# [Task statement]
I would like you to output every record below exactly, apart from the pictures.

# [Material provided]
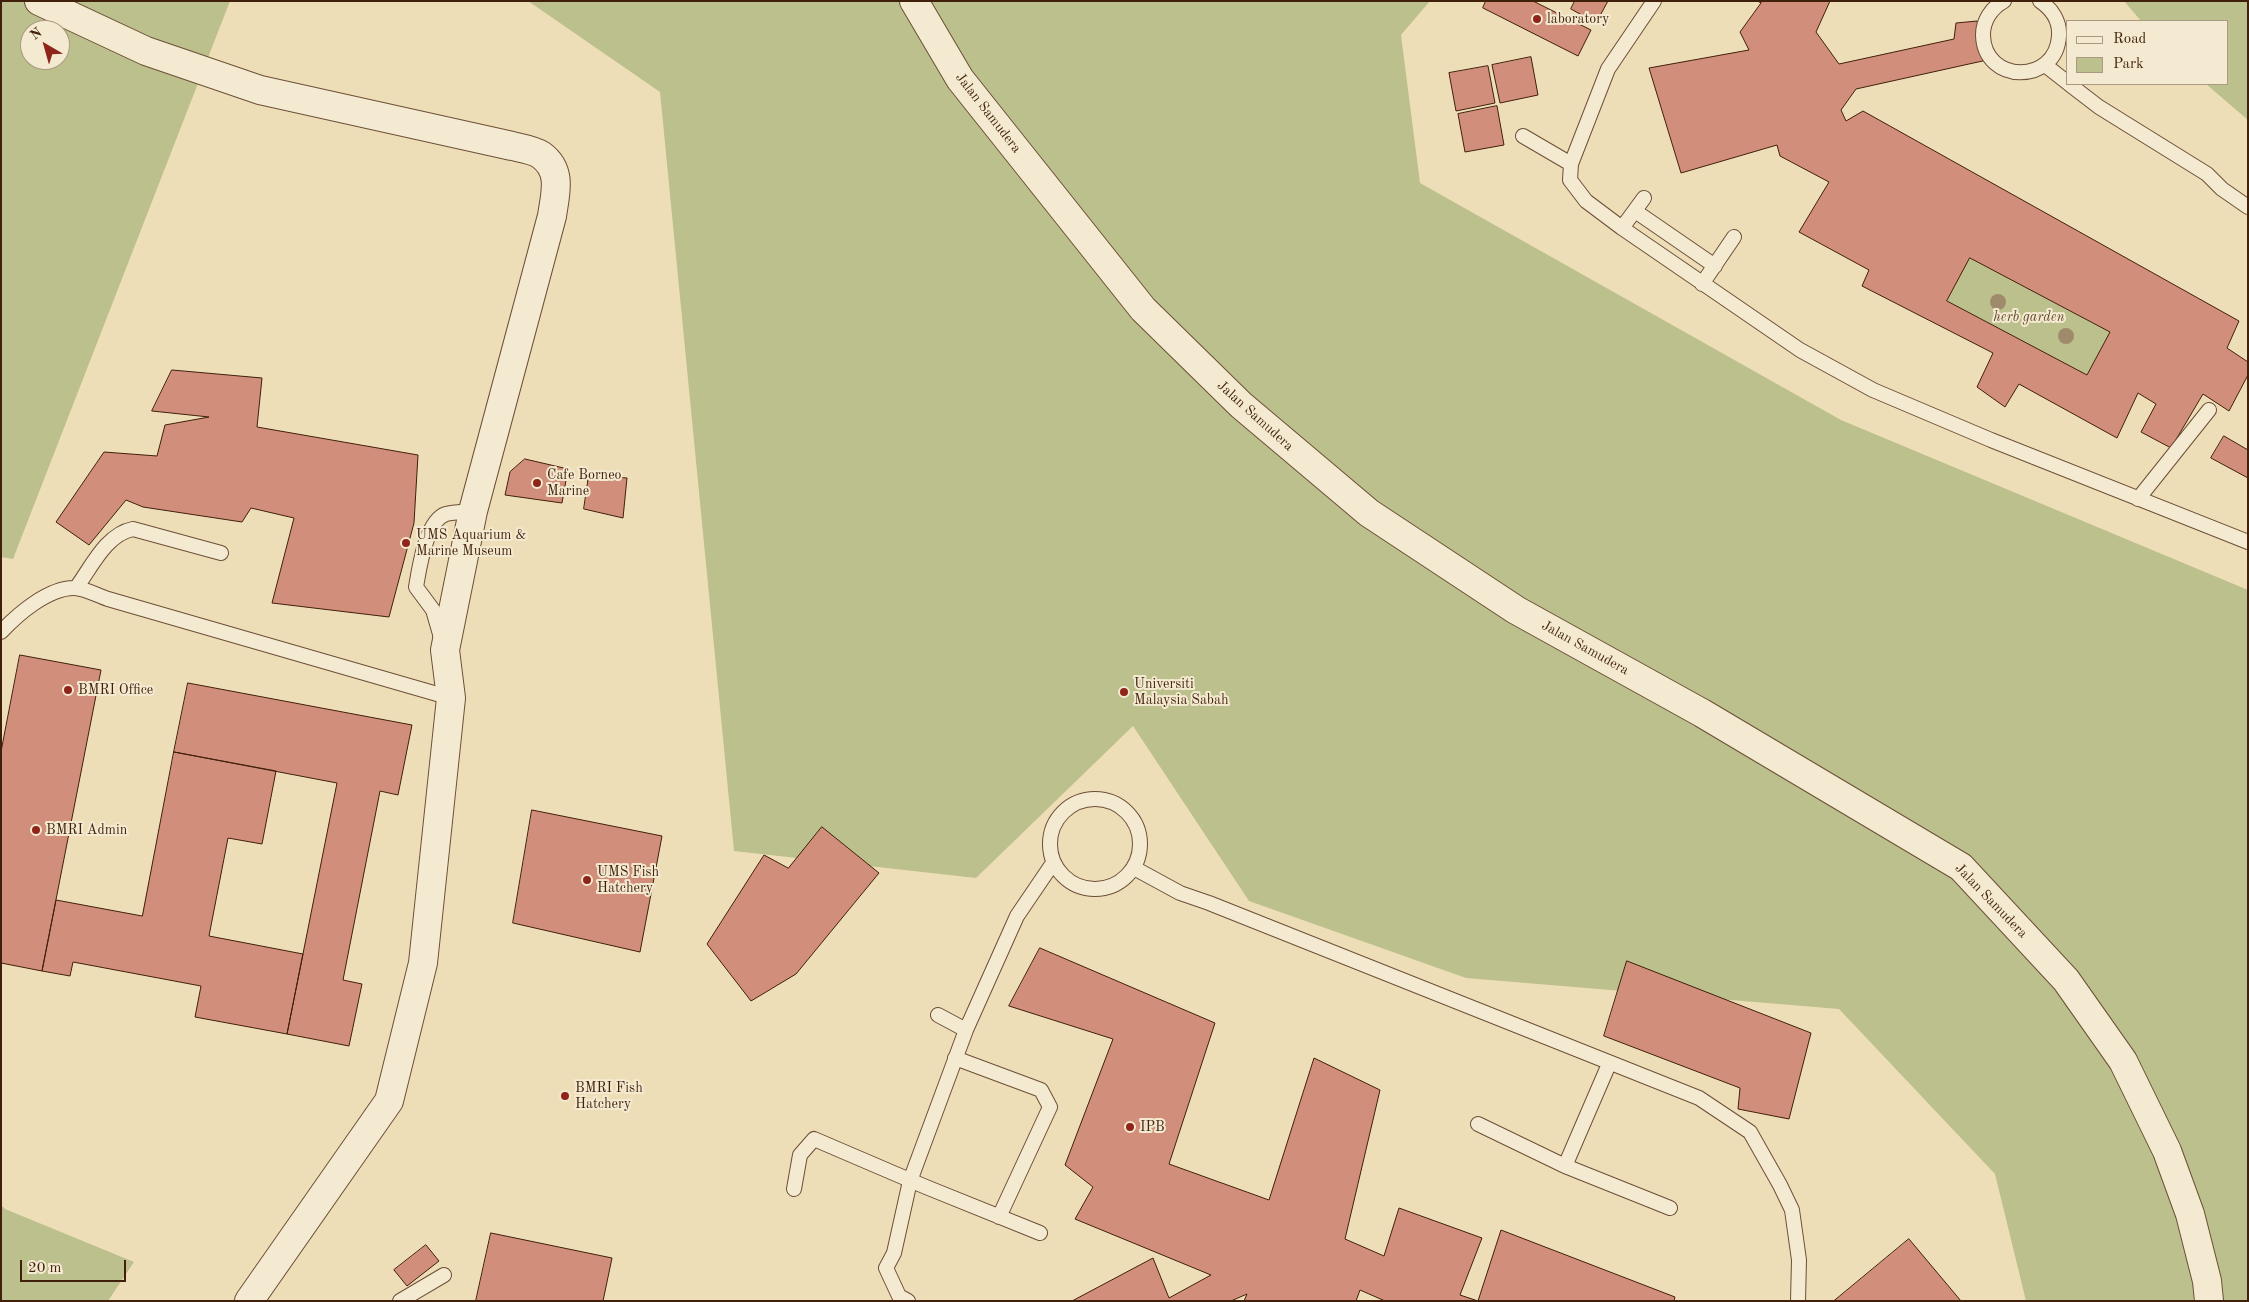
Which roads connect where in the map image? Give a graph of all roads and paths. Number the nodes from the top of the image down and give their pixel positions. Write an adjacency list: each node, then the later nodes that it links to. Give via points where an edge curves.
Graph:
1 (39, 1): 20 (street, via 146,51 260,90 512,146 541,154 552,166 557,178 552,216)
2 (914, 1): 45 (street, Jalan Samudera, via 960,79 1143,309 1241,405 1369,514 1516,610 1702,713 1961,867 2066,980 2123,1061 2168,1151 2190,1214)
3 (1654, 1): 10 (lane, via 1608,69)
4 (2004, 1): 6 (lane, via 1989,14 1983,27 1987,53 1995,64 2013,72 2033,72)
5 (2040, 1): 6 (lane, via 2056,17 2060,30 2054,56)
6 (2045, 65): 7 (lane)
7 (2066, 81)
8 (2071, 85): 12 (lane, via 2099,107 2207,174)
9 (1523, 136): 10 (lane)
10 (1571, 164): 14 (lane, via 1570,180 1577,192)
11 (1644, 198): 13 (lane)
12 (2248, 207)
13 (1635, 211): 14 (lane); 16 (lane)
14 (1622, 228): 17 (lane)
15 (1734, 237): 16 (lane)
16 (1715, 266): 17 (lane)
17 (1702, 284): 19 (lane, via 1800,350 1873,390)
18 (2209, 410): 19 (lane)
19 (2138, 499): 21 (lane)
20 (473, 511): 25 (street); 25 (lane, via 444,515 431,528 416,587 433,610)
21 (2248, 542)
22 (221, 553): 23 (lane, via 132,529 123,531 111,540)
23 (76, 588): 24 (lane, via 62,589 19,613); 26 (lane)
24 (1, 632)
25 (444, 650): 26 (street)
26 (451, 698): 41 (street, via 423,962 389,1100)
27 (1053, 863): 28 (lane, via 1065,878 1082,888 1102,889 1120,881); 28 (lane, via 1050,836 1062,812 1085,799 1111,800 1132,817 1140,842); 30 (lane, via 1017,916)
28 (1134, 868): 32 (lane, via 1180,893)
29 (938, 1015): 30 (lane)
30 (966, 1030): 31 (lane)
31 (955, 1058): 35 (lane); 38 (lane, via 1041,1090 1050,1107)
32 (1609, 1064): 34 (lane); 44 (lane, via 1699,1098 1750,1132 1792,1210 1799,1260)
33 (1478, 1124): 34 (lane)
34 (1565, 1166): 37 (lane)
35 (910, 1181): 36 (lane, via 814,1139 800,1155); 38 (lane); 43 (lane, via 894,1252 886,1268 899,1296)
36 (794, 1189)
37 (1670, 1208)
38 (999, 1217): 39 (lane)
39 (1040, 1233)
40 (444, 1274): 42 (lane)
41 (249, 1301)
42 (400, 1301)
43 (908, 1301)
44 (1798, 1301)
45 (2209, 1301)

# [Response to this exercise]
Which roads connect where in the map image? Give a graph of all roads and paths. Number the nodes from the top of the image down and give their pixel positions. Write an adjacency list: each node, then the later nodes that it links to. Give via points where an edge curves.
Graph:
1 (39, 1): 20 (street, via 146,51 260,90 512,146 541,154 552,166 557,178 552,216)
2 (914, 1): 45 (street, Jalan Samudera, via 960,79 1143,309 1241,405 1369,514 1516,610 1702,713 1961,867 2066,980 2123,1061 2168,1151 2190,1214)
3 (1654, 1): 10 (lane, via 1608,69)
4 (2004, 1): 6 (lane, via 1989,14 1983,27 1987,53 1995,64 2013,72 2033,72)
5 (2040, 1): 6 (lane, via 2056,17 2060,30 2054,56)
6 (2045, 65): 7 (lane)
7 (2066, 81)
8 (2071, 85): 12 (lane, via 2099,107 2207,174)
9 (1523, 136): 10 (lane)
10 (1571, 164): 14 (lane, via 1570,180 1577,192)
11 (1644, 198): 13 (lane)
12 (2248, 207)
13 (1635, 211): 14 (lane); 16 (lane)
14 (1622, 228): 17 (lane)
15 (1734, 237): 16 (lane)
16 (1715, 266): 17 (lane)
17 (1702, 284): 19 (lane, via 1800,350 1873,390)
18 (2209, 410): 19 (lane)
19 (2138, 499): 21 (lane)
20 (473, 511): 25 (street); 25 (lane, via 444,515 431,528 416,587 433,610)
21 (2248, 542)
22 (221, 553): 23 (lane, via 132,529 123,531 111,540)
23 (76, 588): 24 (lane, via 62,589 19,613); 26 (lane)
24 (1, 632)
25 (444, 650): 26 (street)
26 (451, 698): 41 (street, via 423,962 389,1100)
27 (1053, 863): 28 (lane, via 1065,878 1082,888 1102,889 1120,881); 28 (lane, via 1050,836 1062,812 1085,799 1111,800 1132,817 1140,842); 30 (lane, via 1017,916)
28 (1134, 868): 32 (lane, via 1180,893)
29 (938, 1015): 30 (lane)
30 (966, 1030): 31 (lane)
31 (955, 1058): 35 (lane); 38 (lane, via 1041,1090 1050,1107)
32 (1609, 1064): 34 (lane); 44 (lane, via 1699,1098 1750,1132 1792,1210 1799,1260)
33 (1478, 1124): 34 (lane)
34 (1565, 1166): 37 (lane)
35 (910, 1181): 36 (lane, via 814,1139 800,1155); 38 (lane); 43 (lane, via 894,1252 886,1268 899,1296)
36 (794, 1189)
37 (1670, 1208)
38 (999, 1217): 39 (lane)
39 (1040, 1233)
40 (444, 1274): 42 (lane)
41 (249, 1301)
42 (400, 1301)
43 (908, 1301)
44 (1798, 1301)
45 (2209, 1301)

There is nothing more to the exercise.